On April 28, 1894 the southwestern Mérida Andes was struck by a major earthquake at 10:30 p.m. local time. It caused widespread destruction both in Colombia and Venezuela leading to at least 350 deaths. It had an estimated moment magnitude of 7.6 and the intensity of shaking reached X (extreme) on the Modified Mercalli intensity scale.

==Tectonic setting==
The Mérida Andes mark the boundary between the North Andes Block and the South American plate. The mountain range is the result of continuing transpression along this boundary. The main structure is the Boconó Fault, a right lateral strike-slip fault zone, which has been subdivided into five segments. The component of shortening across the boundary is taken up by thrust faults, parallel to the Boconó Fault, both to the northwest and southeast of that structure, creating most of the topography. All of the segments of the Boconó Fault are thought to be seismically active.

==Earthquake==
The earthquake's magnitude, epicentral location and hypocentral depth have all been estimated from the distribution of seismic intensities taken from contemporary reports of earthquake damage. The magnitude of was estimated using a hypocentral depth of 18.24±1.66 km, calculated from isoseismal data, and the radius of the area where the earthquake was felt.

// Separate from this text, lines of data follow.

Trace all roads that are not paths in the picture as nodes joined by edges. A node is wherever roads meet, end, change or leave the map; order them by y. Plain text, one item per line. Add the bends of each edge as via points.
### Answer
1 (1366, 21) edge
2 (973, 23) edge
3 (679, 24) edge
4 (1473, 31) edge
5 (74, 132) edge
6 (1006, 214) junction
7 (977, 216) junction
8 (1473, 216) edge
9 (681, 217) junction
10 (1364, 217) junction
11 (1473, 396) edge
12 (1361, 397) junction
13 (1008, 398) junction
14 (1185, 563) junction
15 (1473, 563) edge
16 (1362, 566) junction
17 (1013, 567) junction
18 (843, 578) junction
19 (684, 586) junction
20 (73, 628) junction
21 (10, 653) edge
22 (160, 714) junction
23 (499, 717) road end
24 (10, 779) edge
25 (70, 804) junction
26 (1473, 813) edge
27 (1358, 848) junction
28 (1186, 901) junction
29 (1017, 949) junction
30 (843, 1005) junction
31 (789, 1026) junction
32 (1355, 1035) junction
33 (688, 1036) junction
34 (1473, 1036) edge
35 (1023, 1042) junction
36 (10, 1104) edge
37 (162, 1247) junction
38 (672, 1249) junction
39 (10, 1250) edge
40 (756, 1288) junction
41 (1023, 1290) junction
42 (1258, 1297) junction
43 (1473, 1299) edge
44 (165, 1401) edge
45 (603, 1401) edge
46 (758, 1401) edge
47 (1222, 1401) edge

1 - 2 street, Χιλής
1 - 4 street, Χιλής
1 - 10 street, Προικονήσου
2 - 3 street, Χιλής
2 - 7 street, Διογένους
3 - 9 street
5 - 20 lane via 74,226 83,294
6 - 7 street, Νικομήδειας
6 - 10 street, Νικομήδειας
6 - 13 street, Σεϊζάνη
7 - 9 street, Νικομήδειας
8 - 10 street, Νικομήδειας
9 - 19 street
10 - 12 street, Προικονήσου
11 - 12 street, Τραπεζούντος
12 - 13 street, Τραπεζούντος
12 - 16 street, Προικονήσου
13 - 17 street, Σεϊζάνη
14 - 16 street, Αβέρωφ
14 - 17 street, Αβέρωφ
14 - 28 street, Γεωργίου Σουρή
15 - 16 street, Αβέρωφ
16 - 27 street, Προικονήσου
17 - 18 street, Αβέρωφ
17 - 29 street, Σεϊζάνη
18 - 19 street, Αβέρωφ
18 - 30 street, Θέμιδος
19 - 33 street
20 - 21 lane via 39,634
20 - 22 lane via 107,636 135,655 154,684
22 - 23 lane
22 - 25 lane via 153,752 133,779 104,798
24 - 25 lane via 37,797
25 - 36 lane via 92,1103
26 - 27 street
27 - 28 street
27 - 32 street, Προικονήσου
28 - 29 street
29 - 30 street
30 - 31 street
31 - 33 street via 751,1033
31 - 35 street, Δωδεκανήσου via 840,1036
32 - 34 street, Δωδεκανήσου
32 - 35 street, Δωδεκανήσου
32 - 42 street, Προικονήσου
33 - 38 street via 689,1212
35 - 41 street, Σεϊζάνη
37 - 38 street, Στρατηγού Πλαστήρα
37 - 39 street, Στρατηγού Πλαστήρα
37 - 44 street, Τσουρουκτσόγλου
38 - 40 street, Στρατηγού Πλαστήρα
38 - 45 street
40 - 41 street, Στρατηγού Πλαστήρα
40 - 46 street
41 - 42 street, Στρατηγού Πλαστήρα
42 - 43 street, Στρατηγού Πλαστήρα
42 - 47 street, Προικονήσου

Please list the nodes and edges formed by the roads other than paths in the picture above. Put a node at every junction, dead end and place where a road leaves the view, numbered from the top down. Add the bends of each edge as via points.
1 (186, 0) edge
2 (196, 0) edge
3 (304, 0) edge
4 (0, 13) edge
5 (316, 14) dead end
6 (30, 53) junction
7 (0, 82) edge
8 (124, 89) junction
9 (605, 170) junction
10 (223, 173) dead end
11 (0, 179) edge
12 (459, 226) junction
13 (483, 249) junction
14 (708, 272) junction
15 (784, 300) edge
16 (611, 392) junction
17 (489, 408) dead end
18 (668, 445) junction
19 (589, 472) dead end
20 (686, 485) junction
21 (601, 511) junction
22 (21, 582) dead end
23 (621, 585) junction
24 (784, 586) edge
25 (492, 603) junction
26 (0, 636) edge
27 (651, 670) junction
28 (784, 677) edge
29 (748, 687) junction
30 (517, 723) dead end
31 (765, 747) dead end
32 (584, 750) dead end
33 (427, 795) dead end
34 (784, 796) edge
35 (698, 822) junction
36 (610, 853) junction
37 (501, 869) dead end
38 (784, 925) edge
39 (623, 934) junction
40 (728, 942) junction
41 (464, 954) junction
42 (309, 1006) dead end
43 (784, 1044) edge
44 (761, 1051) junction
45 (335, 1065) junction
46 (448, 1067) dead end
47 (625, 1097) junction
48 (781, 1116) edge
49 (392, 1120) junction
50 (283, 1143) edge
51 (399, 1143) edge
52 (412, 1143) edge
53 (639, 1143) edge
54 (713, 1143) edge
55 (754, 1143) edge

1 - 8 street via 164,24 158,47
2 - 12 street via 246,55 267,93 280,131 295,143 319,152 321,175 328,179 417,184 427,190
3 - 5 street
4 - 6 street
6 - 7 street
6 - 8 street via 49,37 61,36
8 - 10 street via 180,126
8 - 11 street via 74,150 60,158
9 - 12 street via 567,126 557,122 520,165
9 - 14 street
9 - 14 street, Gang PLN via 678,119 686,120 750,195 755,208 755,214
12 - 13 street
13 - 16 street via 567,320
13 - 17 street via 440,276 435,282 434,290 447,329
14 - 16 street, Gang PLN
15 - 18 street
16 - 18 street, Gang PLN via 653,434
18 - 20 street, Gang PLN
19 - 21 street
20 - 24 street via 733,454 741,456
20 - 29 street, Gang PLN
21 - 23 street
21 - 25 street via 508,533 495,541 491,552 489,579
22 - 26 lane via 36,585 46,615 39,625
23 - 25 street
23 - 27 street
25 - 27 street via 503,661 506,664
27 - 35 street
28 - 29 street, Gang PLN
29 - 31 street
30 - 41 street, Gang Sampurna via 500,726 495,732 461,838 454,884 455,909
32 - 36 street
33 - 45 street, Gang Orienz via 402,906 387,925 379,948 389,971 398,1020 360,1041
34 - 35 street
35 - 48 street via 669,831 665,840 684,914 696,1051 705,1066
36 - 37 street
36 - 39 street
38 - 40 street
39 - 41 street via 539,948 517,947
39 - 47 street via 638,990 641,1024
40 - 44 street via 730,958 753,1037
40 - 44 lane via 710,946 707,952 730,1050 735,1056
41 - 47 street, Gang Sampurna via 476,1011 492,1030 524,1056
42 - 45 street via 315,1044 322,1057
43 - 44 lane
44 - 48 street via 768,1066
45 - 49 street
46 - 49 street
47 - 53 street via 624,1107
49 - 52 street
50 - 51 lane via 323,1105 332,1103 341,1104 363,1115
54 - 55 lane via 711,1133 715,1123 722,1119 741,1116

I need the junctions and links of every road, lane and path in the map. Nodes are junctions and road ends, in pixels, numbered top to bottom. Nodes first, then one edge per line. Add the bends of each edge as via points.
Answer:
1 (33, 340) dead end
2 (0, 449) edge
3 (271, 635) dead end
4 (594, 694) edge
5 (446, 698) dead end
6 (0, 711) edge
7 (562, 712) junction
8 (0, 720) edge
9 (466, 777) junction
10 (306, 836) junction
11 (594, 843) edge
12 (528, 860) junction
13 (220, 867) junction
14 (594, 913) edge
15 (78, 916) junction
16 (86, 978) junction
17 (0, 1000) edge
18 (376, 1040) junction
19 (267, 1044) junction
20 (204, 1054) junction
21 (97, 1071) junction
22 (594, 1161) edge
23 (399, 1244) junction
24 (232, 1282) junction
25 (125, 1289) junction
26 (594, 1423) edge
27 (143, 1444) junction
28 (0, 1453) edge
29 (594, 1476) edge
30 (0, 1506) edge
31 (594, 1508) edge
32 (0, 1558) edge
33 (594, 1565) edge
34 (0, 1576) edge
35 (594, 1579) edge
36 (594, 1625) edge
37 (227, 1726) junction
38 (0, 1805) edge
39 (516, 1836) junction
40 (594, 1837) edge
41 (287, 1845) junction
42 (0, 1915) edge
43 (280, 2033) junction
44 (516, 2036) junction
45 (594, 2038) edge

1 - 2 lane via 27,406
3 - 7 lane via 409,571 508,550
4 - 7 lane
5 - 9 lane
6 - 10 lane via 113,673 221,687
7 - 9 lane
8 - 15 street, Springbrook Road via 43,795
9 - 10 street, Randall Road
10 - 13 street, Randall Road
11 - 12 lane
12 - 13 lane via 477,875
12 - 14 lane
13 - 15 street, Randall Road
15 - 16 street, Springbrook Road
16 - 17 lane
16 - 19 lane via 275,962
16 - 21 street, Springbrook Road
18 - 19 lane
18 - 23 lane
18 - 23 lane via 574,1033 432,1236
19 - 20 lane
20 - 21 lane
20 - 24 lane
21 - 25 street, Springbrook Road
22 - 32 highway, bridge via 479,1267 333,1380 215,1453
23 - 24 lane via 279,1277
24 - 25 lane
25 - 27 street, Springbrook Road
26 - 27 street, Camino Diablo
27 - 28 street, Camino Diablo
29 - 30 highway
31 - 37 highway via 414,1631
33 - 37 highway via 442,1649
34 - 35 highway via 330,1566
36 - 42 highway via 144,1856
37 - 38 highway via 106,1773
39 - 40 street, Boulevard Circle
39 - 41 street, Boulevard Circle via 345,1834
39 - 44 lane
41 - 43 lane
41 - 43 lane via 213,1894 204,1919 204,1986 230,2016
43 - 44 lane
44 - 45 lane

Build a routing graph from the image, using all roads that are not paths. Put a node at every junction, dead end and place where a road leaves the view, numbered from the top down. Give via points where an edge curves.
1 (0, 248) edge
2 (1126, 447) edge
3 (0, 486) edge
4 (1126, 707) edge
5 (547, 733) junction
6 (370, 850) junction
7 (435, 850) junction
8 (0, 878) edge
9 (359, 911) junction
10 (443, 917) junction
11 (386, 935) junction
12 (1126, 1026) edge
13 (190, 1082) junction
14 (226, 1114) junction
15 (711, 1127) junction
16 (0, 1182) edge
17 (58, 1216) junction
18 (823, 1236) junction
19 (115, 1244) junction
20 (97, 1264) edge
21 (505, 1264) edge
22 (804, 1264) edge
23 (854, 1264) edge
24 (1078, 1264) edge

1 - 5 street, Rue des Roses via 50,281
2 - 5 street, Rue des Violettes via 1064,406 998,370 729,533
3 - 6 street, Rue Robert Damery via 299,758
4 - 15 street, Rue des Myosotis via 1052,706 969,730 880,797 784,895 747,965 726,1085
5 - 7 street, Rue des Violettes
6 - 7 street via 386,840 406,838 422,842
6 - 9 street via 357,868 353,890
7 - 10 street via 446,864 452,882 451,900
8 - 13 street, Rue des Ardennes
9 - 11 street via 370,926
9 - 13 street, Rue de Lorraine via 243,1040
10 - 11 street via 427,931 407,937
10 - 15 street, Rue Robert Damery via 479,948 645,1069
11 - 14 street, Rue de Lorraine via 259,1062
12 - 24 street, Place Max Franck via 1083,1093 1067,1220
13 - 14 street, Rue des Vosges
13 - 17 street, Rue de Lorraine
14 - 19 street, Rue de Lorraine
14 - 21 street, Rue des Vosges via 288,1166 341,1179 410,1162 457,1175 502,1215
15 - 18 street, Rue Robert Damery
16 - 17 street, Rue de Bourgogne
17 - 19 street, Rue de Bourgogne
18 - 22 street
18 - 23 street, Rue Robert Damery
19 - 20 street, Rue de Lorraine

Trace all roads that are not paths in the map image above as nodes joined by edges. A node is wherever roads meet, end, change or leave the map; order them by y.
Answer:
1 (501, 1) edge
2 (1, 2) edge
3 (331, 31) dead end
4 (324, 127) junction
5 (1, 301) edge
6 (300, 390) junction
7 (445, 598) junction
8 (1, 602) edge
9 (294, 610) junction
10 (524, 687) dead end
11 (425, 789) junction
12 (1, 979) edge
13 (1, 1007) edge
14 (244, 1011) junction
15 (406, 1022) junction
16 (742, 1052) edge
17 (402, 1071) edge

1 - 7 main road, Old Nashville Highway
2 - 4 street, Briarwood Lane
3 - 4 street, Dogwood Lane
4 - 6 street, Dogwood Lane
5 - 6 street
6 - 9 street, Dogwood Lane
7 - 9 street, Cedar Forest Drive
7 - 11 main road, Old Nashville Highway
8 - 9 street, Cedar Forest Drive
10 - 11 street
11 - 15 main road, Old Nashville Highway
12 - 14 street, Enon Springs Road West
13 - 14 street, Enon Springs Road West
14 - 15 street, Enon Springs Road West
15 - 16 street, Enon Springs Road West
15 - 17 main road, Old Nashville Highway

The earthquake ruptured the southwestern-most segment of the Boconó Fault (A), based on the distribution of damage and evidence from paleoseismological investigations along the fault trace.

==Damage==
The area of significant damage is estimated to be about 7,000 km^{2}, extending from near Pamplona in Columbia to Trujillo in Venezuela. The most severe damage occurred between the towns of Bailadores and Tabay. The towns of Chiguará, Mérida, Mesa Bolívar, Santa Cruz de Mora and Tovar were completely destroyed. There were approximately 350 fatalities.